▶ **Task brief**
Using the records that follow, copy every line containing the word "name".

▶ **Data shown**
-- Opening Marker --

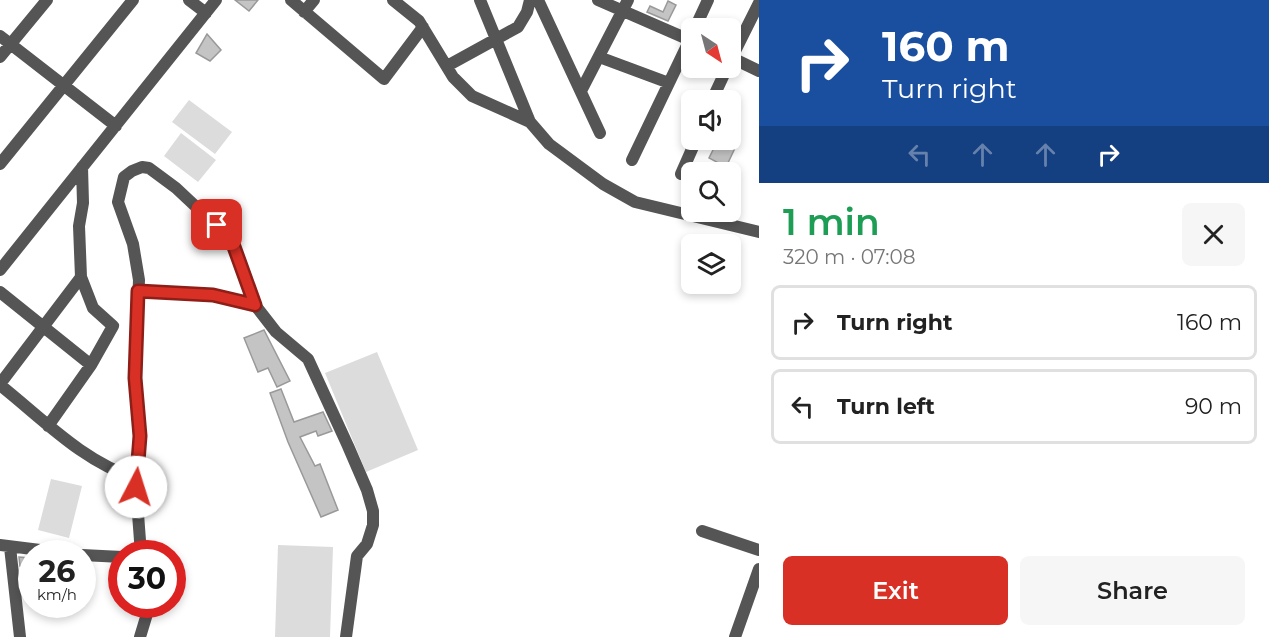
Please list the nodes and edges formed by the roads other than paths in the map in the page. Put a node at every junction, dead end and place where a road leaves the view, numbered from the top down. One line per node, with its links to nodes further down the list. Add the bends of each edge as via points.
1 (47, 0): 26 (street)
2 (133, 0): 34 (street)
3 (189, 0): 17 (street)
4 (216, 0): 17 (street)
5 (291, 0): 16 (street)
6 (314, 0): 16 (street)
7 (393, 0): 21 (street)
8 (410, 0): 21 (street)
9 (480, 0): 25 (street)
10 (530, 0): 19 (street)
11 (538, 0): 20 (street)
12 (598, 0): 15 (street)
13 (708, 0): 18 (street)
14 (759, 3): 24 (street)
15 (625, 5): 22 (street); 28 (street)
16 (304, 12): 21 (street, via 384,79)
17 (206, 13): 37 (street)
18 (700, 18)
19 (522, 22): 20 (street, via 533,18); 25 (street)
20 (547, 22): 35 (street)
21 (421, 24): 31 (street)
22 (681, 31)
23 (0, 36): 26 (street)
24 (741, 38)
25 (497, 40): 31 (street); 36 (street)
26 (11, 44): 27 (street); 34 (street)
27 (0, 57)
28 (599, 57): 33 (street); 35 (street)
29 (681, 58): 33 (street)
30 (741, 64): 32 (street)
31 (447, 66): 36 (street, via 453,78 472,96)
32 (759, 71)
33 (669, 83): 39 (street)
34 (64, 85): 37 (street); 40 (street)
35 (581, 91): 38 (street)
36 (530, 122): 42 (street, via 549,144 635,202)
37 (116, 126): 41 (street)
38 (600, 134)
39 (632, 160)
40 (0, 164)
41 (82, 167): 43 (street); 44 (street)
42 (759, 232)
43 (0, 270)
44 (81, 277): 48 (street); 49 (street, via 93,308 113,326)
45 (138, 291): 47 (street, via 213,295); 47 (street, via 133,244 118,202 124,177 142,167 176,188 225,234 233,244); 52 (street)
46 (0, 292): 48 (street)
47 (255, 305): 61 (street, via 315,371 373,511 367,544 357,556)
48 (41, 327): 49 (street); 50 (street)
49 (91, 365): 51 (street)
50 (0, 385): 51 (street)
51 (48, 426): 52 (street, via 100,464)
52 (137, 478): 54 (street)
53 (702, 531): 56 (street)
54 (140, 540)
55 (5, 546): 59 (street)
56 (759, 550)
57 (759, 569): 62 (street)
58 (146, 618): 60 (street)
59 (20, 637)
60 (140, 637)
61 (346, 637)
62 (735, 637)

-- Closing Marker --
-- Opening Marker --

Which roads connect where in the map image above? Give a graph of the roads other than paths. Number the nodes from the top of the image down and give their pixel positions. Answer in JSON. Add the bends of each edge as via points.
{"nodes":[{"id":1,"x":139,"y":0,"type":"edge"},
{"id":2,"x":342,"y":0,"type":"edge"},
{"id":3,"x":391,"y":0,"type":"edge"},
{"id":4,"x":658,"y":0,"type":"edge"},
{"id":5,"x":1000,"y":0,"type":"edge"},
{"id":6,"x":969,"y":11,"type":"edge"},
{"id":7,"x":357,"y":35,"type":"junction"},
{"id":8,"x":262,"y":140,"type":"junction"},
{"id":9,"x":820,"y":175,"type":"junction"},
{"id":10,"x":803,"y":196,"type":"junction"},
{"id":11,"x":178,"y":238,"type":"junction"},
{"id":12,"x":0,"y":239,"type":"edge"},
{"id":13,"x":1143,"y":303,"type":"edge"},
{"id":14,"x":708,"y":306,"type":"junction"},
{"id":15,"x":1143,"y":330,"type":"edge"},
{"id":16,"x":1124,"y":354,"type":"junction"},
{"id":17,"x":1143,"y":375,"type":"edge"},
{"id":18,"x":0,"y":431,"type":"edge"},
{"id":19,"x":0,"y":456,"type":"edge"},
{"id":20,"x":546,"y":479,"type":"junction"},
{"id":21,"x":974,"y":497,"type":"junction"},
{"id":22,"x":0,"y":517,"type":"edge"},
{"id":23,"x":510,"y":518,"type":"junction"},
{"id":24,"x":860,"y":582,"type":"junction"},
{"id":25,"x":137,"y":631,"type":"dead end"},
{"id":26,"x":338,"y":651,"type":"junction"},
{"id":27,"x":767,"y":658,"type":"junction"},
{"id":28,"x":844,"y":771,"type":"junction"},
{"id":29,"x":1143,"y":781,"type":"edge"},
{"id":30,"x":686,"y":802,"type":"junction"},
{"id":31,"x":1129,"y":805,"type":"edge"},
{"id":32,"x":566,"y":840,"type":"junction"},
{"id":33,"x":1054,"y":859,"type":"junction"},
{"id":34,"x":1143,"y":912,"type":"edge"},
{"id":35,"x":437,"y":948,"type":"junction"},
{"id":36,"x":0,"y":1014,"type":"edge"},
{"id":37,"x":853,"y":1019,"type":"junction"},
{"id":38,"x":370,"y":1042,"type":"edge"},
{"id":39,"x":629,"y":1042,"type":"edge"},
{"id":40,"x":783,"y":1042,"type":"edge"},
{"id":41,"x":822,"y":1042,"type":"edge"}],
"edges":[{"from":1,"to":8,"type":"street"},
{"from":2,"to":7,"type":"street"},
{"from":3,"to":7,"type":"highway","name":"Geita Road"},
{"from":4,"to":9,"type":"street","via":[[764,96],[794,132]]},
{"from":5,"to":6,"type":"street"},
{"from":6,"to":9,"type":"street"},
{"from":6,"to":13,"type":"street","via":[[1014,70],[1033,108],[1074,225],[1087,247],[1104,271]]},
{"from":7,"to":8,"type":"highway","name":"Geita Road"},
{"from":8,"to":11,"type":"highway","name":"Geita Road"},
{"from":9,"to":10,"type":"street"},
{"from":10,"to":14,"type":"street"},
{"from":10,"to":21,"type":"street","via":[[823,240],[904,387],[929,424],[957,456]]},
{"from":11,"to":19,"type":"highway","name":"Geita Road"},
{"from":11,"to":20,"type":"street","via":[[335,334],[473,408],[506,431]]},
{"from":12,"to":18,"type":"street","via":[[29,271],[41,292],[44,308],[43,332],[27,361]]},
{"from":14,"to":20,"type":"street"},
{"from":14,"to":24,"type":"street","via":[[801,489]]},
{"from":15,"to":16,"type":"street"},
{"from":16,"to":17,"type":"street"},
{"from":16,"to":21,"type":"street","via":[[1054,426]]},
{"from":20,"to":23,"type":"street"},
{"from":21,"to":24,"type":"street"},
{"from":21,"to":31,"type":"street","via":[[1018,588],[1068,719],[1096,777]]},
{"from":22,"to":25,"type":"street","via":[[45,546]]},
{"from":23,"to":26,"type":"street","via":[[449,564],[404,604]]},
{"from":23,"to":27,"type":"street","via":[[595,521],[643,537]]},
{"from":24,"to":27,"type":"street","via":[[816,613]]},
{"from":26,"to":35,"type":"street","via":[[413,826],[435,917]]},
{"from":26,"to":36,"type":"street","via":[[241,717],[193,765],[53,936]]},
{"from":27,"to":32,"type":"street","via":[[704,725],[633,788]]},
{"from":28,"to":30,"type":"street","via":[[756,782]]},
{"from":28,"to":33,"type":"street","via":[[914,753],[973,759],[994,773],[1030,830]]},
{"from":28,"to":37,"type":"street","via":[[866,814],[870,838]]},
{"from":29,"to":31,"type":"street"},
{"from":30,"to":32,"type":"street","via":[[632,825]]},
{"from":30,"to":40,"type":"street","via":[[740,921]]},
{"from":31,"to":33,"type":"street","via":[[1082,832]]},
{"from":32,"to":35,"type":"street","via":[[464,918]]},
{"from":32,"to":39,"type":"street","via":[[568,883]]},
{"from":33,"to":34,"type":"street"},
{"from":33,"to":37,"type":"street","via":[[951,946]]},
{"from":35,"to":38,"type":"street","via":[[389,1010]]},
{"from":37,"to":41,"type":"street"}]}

-- Closing Marker --

▶ **Exercise response**
{"from":3,"to":7,"type":"highway","name":"Geita Road"},
{"from":7,"to":8,"type":"highway","name":"Geita Road"},
{"from":8,"to":11,"type":"highway","name":"Geita Road"},
{"from":11,"to":19,"type":"highway","name":"Geita Road"},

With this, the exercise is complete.